Keep waiting. Keep hoping. Keep following the best you can whatever path
seems most like steadfast love. As Bob Hagen asks, ask yourself, how can I go
through this time without my soul shriveling up? As Terry Barker suggests, take
the path that seems most likely to lead you to the light. And trust that Jesus is
going with you even if you do not see him. Trust that the Holy Spirit is within
and behind and ahead of you even if you do not feel it. Trust that you will meet
God on this path of waiting and humble prayer, that it will lead to the promised
land, that it will lead to the joy and power of Easter dawn, if you keep faith and
keep seeking the way.
Lent and Advent have this in common, that they are both journeys through
forms of darkness toward the light of Christ. They both are seasons meant to
prepare us to be more open to the light, and to be agents of transformation in the
world. In a minute or two we are going to sing a new Lenten hymn written to an
old Advent tune, much loved for how Johann Sebastian Bach harmonized it. We
will remain seated to sing it as a meditation, a form of prayer. I invite you now to
turn to the hymn “God, This Wilderness Seems Trackless” below and read the
words in silence. If you come to a phrase that speaks to you, just stop there and
close your eyes and let it sink in. Let us enter a spirit of reflection and prayer…

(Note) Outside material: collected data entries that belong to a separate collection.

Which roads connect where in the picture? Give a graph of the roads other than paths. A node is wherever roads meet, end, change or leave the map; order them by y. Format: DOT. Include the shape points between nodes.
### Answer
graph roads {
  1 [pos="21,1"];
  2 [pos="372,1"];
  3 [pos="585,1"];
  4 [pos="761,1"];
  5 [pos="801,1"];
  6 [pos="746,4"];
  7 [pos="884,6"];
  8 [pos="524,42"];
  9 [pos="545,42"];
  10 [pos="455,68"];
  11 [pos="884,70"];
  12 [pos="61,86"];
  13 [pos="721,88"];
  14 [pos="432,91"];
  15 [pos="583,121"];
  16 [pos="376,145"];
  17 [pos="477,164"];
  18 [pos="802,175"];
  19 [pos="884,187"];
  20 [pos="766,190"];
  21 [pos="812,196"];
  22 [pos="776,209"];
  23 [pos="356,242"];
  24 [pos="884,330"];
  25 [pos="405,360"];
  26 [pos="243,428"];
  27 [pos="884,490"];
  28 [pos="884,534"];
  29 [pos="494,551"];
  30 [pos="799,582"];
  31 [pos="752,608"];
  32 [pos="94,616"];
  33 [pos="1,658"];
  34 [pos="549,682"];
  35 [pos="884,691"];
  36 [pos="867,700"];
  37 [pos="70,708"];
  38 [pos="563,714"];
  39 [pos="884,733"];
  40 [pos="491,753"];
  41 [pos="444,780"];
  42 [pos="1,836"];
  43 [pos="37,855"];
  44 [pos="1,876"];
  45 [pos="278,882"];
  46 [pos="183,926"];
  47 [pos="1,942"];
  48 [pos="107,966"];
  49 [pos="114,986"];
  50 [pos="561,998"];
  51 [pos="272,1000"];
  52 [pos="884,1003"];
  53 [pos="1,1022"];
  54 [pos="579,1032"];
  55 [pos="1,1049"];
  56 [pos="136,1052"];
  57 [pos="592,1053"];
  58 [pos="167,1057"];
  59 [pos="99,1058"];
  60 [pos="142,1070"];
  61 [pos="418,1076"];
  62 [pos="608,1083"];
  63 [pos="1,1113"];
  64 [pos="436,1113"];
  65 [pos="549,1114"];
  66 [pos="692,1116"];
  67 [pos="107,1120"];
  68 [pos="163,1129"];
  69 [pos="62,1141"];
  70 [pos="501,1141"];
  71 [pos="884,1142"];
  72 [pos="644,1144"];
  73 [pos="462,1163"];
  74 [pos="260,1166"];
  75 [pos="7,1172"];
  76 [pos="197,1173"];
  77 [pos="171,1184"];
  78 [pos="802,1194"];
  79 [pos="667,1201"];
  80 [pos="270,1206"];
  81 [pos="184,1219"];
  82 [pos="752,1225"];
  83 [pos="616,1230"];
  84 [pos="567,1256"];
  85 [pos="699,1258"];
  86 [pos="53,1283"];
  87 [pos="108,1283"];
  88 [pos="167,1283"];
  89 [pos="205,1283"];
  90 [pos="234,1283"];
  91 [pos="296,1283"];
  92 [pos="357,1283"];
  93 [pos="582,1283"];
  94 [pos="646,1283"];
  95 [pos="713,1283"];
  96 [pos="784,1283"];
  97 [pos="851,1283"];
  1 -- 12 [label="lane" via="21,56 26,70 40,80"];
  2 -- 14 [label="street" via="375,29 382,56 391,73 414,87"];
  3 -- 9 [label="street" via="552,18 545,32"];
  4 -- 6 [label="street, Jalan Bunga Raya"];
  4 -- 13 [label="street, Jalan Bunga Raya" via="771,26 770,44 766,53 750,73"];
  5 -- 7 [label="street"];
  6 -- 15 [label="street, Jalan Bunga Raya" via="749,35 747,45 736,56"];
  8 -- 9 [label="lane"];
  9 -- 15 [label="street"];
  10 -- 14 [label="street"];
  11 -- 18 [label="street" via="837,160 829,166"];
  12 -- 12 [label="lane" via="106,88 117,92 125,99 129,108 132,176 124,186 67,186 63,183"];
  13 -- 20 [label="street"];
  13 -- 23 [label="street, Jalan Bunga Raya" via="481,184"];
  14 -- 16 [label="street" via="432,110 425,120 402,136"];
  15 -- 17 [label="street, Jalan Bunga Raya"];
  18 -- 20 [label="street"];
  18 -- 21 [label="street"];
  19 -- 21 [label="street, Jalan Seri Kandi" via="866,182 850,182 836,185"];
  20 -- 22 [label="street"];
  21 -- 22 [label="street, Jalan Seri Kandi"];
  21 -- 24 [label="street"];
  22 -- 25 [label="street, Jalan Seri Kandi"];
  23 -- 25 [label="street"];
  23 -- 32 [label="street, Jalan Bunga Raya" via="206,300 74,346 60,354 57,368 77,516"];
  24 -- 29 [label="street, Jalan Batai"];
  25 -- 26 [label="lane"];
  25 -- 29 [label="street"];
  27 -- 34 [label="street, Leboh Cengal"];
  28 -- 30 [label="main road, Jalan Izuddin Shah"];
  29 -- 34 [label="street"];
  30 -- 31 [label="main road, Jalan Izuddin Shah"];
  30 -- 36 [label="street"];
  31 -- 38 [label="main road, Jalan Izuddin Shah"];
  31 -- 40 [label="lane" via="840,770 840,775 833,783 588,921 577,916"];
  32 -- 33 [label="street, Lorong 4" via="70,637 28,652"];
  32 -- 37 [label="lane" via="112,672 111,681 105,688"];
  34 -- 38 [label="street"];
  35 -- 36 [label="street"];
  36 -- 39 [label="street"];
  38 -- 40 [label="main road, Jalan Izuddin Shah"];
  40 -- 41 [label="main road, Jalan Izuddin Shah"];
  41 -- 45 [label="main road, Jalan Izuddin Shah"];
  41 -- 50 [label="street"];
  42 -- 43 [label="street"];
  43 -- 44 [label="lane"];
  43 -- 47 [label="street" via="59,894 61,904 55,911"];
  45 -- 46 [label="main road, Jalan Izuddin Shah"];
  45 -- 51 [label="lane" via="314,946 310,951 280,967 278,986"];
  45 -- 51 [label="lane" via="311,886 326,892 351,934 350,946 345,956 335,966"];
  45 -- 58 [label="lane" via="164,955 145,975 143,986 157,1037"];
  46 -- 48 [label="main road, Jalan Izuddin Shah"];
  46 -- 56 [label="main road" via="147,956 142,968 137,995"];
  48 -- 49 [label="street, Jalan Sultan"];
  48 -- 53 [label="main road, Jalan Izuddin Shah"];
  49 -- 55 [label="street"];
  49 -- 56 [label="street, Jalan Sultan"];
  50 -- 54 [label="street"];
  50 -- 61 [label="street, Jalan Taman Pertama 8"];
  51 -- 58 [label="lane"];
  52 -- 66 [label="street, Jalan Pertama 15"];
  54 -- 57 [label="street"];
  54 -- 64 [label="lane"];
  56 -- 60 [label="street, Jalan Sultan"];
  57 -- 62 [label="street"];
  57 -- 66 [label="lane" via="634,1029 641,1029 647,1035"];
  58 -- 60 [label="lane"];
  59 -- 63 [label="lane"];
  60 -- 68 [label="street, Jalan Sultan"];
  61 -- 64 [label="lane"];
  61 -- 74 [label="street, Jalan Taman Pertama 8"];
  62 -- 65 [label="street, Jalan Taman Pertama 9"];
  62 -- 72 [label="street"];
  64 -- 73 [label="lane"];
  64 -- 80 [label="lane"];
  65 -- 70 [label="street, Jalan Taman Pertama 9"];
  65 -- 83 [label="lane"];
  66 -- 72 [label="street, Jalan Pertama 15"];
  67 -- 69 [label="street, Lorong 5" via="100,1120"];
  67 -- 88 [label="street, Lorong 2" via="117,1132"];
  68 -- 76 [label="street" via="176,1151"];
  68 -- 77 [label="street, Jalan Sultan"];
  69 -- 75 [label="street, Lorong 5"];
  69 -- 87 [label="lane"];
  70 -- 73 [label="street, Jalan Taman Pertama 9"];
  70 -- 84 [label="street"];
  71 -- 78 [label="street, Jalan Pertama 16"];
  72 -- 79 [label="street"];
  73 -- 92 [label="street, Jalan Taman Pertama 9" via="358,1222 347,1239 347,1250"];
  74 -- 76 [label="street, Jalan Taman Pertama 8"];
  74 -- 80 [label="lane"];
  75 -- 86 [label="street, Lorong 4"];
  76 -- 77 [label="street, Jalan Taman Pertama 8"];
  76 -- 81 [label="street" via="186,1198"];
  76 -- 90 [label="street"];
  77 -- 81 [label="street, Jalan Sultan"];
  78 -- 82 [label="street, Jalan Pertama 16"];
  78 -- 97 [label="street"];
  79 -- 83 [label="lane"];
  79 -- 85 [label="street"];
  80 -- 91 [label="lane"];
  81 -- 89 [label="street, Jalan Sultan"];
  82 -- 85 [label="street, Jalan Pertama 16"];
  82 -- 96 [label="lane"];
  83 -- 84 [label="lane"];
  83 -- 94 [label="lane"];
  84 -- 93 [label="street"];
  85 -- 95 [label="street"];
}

God, This Wilderness Seems Trackless
tune: Wachet Auf (PH#108) 8.9.8.8.9.8.6.6.4.8.8.
Texts: Psalm 25:1-10; Matt. 4:1-11; Mark 1:12-13; Luke 4:1-13
God, this wilderness seems trackless,
Dark night of soul a starless blackness.
Wounds, wrongs and losses tempt despair.
All my stumbling steps betray doubt.
My flailing mind can find no way out.
At last I fall to humble prayer.
I quiet as I wait.
The swirling sands abate.
Faith, courage, love:
Like stars they rise. Light fills my eyes.
Christ shows the way, his truth makes wise.
Holy Spirit drives and leads me,
It teaches me, its angel feeds me
If I give God my will’s control.
Then when demons come attacking
And tempt with all that I feel lacking,
I turn to God and lift my soul.
Christ takes my outstretched hand.
He, too, has walked this sand.
He leads me through.
Strength to endure, faith’s steps made sure:
God’s steadfast love holds me secure.
Spirit leads to confrontation
With foes of soul and of creation.
Christ leads us out to serve all earth.
Wilderness is our preparing
For paths of loving, healing, caring.
Dark nights of soul are throes of birth.
We reach the other side
Stripped of self-will and pride.
We rise, all God’s.
We follow on where Christ has gone
Down paths that lead to Easter dawn.